--- Information shown ---
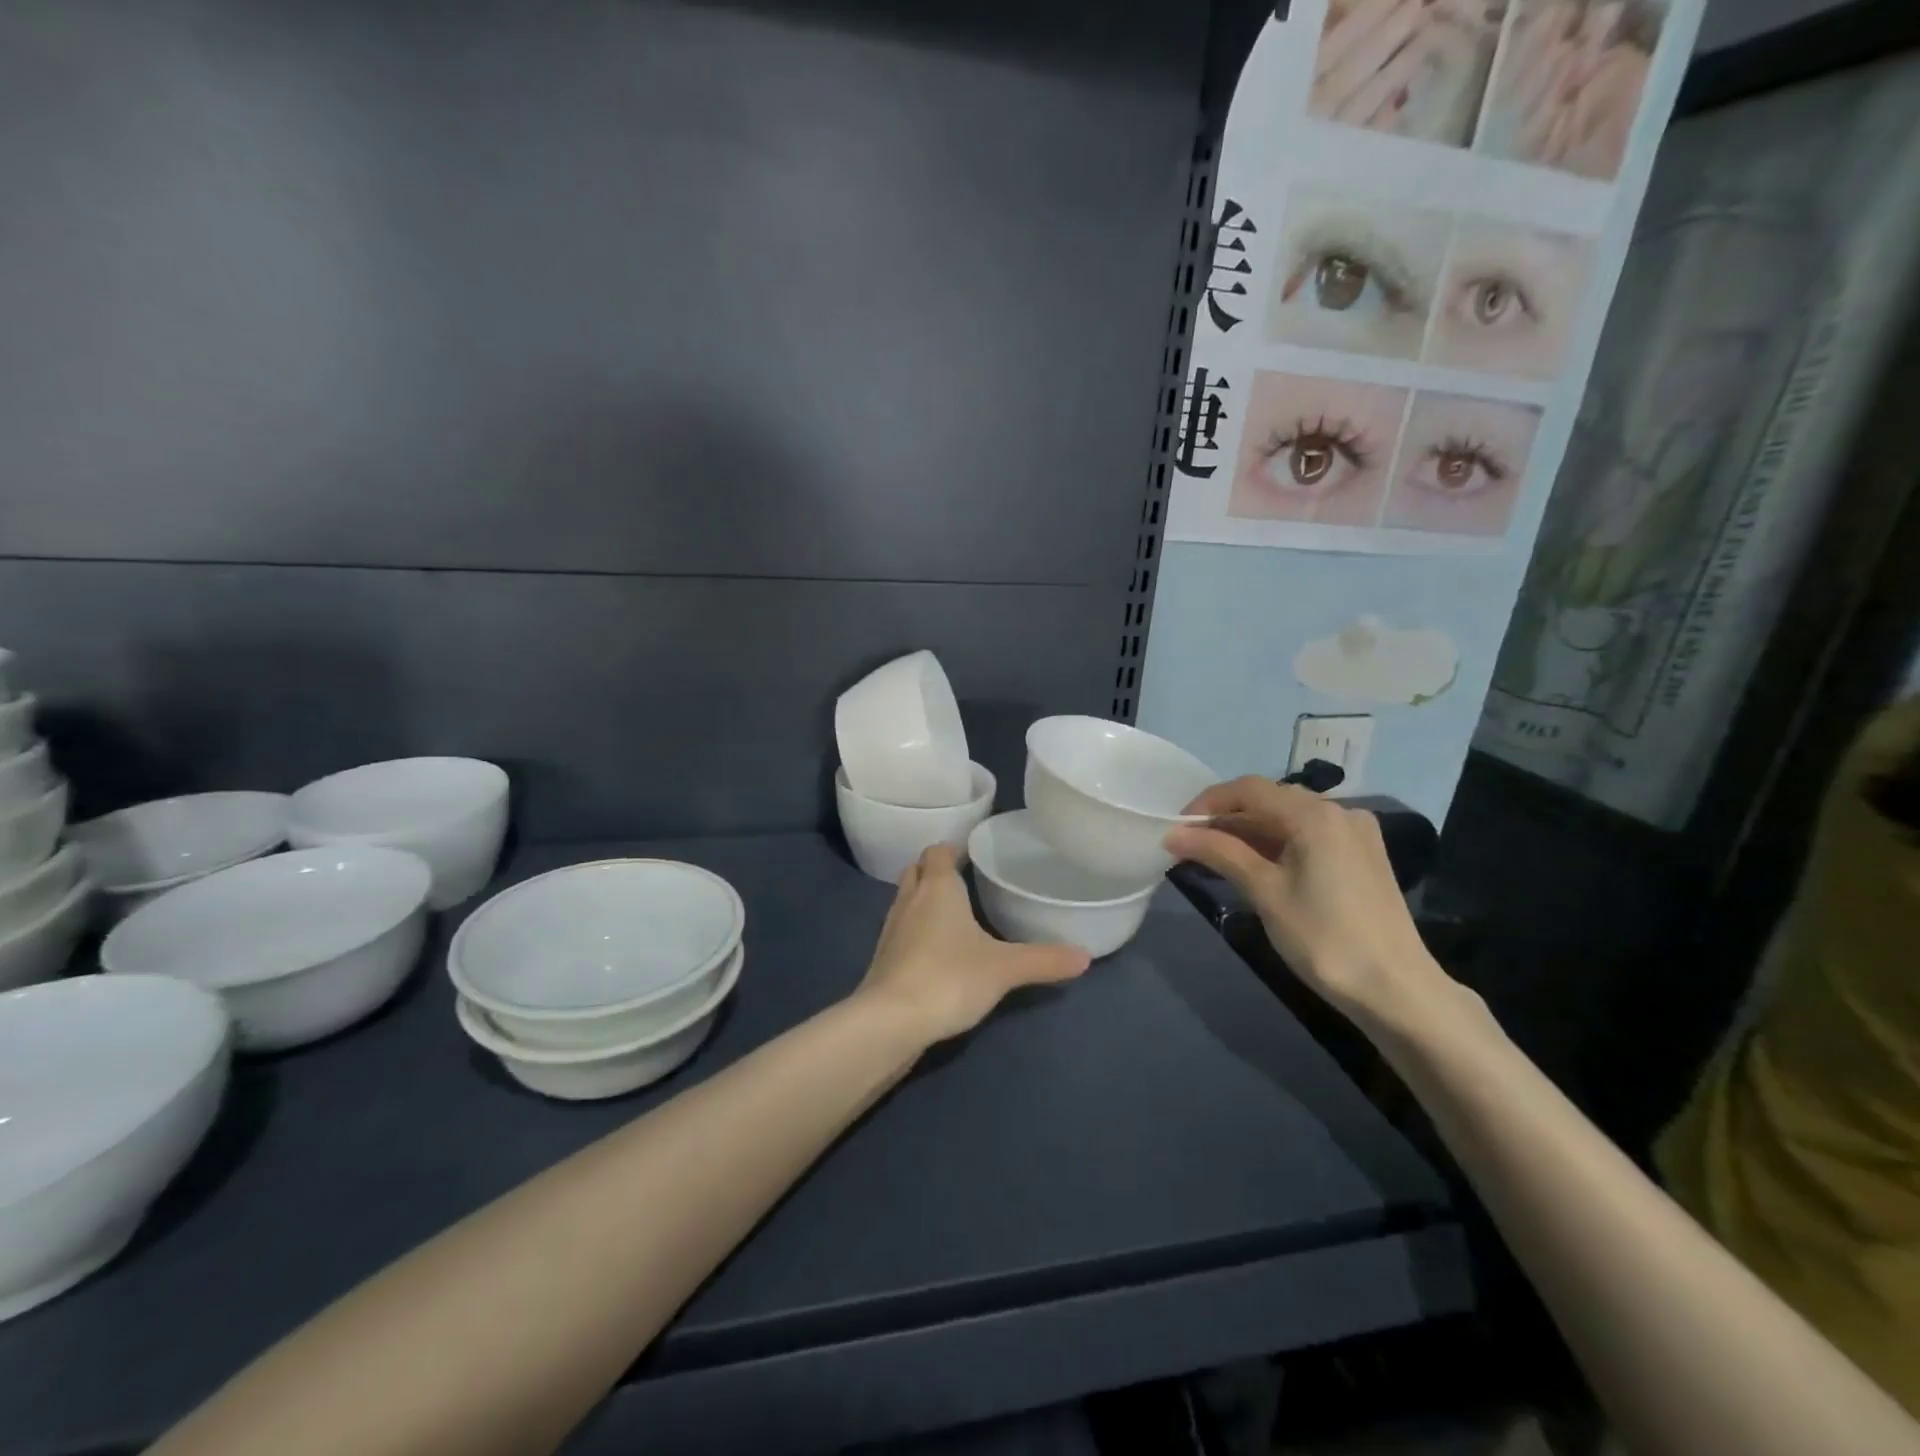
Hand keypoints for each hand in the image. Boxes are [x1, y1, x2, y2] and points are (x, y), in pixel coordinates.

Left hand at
---
--- Information shown ---
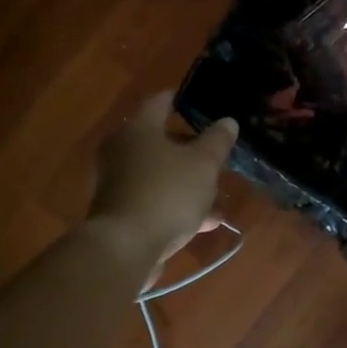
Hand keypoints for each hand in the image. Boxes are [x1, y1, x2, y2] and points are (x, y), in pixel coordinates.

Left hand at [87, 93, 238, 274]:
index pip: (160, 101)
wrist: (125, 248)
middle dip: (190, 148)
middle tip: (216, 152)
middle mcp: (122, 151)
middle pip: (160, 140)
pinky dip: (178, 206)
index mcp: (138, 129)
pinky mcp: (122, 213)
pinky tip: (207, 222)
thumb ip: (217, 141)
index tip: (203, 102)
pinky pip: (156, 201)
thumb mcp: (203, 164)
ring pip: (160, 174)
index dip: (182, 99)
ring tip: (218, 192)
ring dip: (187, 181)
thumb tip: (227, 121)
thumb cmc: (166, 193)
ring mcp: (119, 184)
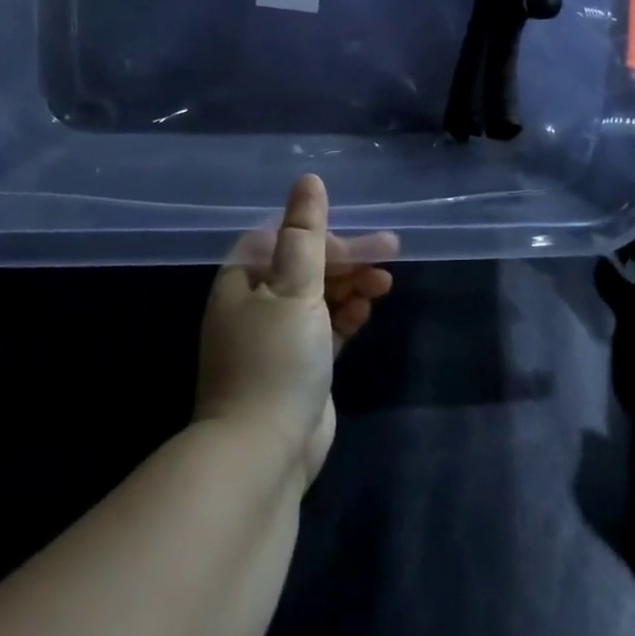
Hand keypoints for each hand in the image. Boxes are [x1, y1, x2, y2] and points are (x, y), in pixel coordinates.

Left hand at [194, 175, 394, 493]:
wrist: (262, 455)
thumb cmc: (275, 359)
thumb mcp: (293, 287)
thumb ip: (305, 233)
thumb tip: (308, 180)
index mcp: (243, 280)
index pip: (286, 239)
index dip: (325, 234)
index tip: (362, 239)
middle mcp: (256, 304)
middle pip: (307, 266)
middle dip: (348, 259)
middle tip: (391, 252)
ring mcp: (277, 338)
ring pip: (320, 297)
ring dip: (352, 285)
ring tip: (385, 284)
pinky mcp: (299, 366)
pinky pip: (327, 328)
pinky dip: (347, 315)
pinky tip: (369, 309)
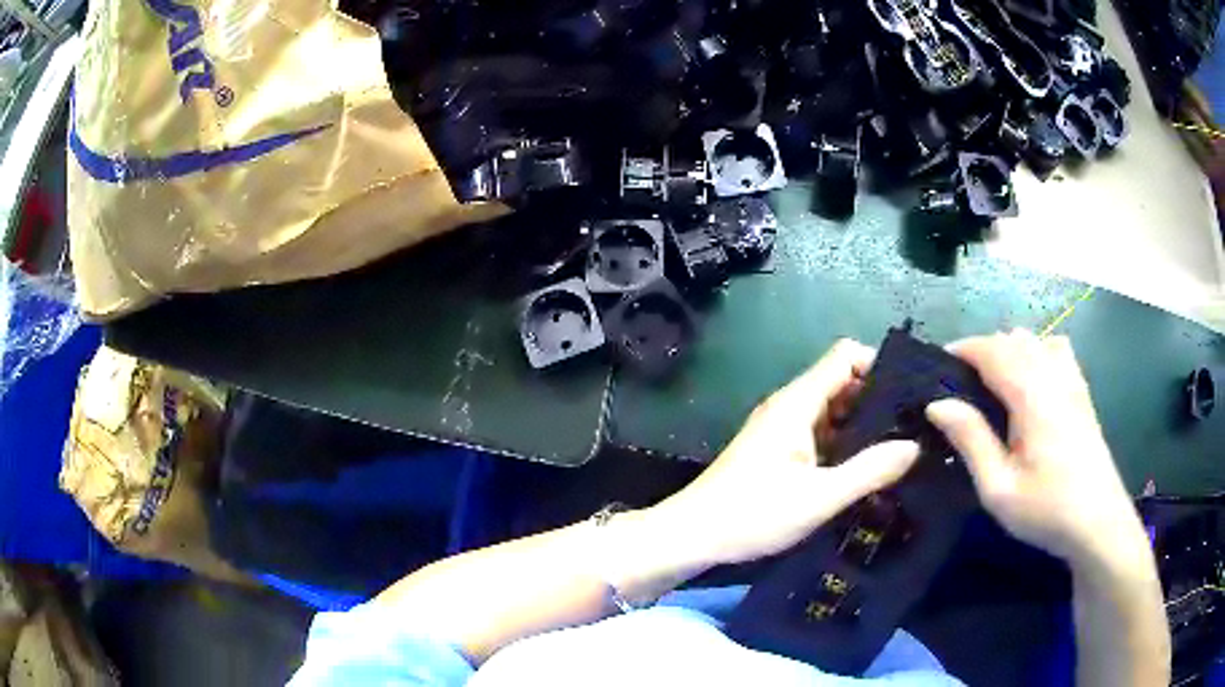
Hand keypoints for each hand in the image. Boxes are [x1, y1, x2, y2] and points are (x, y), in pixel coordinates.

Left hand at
---
--- Information shown ---
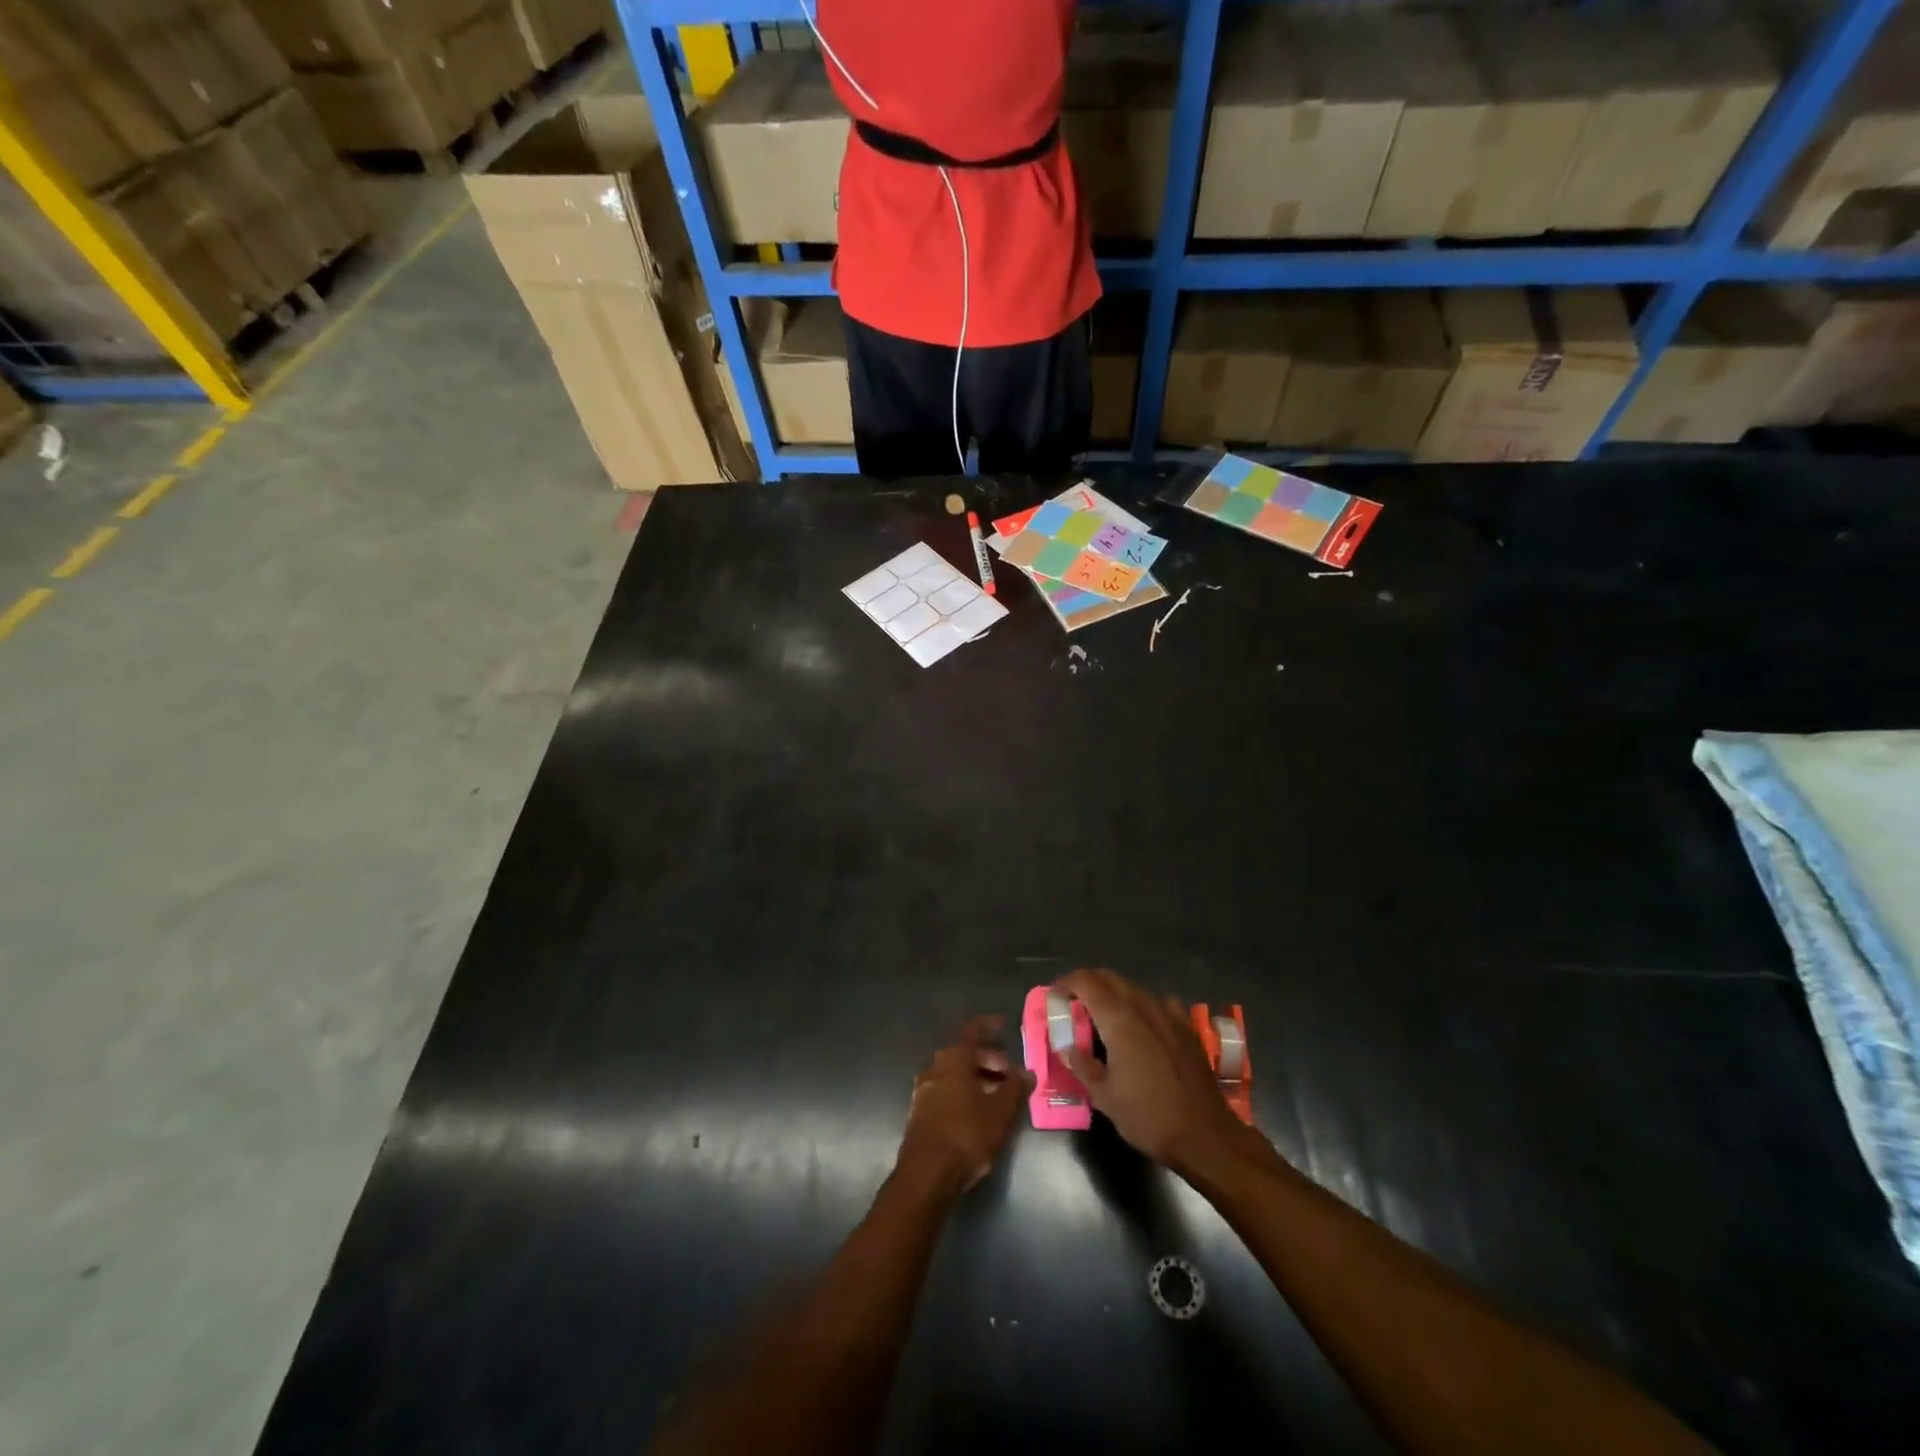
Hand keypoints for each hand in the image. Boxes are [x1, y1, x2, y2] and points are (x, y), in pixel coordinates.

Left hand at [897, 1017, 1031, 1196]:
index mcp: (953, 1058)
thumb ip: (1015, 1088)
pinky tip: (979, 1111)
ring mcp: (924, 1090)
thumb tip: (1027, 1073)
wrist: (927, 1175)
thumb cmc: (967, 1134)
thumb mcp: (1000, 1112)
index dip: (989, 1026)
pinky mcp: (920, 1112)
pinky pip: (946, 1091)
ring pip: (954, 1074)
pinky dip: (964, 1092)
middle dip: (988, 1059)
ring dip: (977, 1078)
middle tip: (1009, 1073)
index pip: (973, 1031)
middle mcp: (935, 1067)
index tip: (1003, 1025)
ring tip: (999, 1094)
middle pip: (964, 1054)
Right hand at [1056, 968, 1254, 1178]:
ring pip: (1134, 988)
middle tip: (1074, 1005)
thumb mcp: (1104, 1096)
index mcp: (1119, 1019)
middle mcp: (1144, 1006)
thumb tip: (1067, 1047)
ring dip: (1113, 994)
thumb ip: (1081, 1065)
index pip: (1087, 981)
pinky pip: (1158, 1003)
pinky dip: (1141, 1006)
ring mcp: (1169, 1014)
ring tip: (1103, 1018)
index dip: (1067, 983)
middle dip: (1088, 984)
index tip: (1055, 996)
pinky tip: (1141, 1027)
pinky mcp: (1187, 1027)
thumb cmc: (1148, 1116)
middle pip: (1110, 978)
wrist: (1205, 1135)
---
■ What to produce
Beginning at the line with "thumb ip: (1015, 1088)" and ending at the line with "pinky dip: (964, 1092)", reproduce each line of the data above exactly, and add no other lines.

■ Written response
thumb ip: (1015, 1088)
pinky tip: (979, 1111)
ring mcp: (924, 1090)
thumb tip: (1027, 1073)
wrist: (927, 1175)
thumb cmc: (967, 1134)
thumb mcp: (1000, 1112)
index dip: (989, 1026)
pinky mcp: (920, 1112)
pinky pip: (946, 1091)
ring pip: (954, 1074)
pinky dip: (964, 1092)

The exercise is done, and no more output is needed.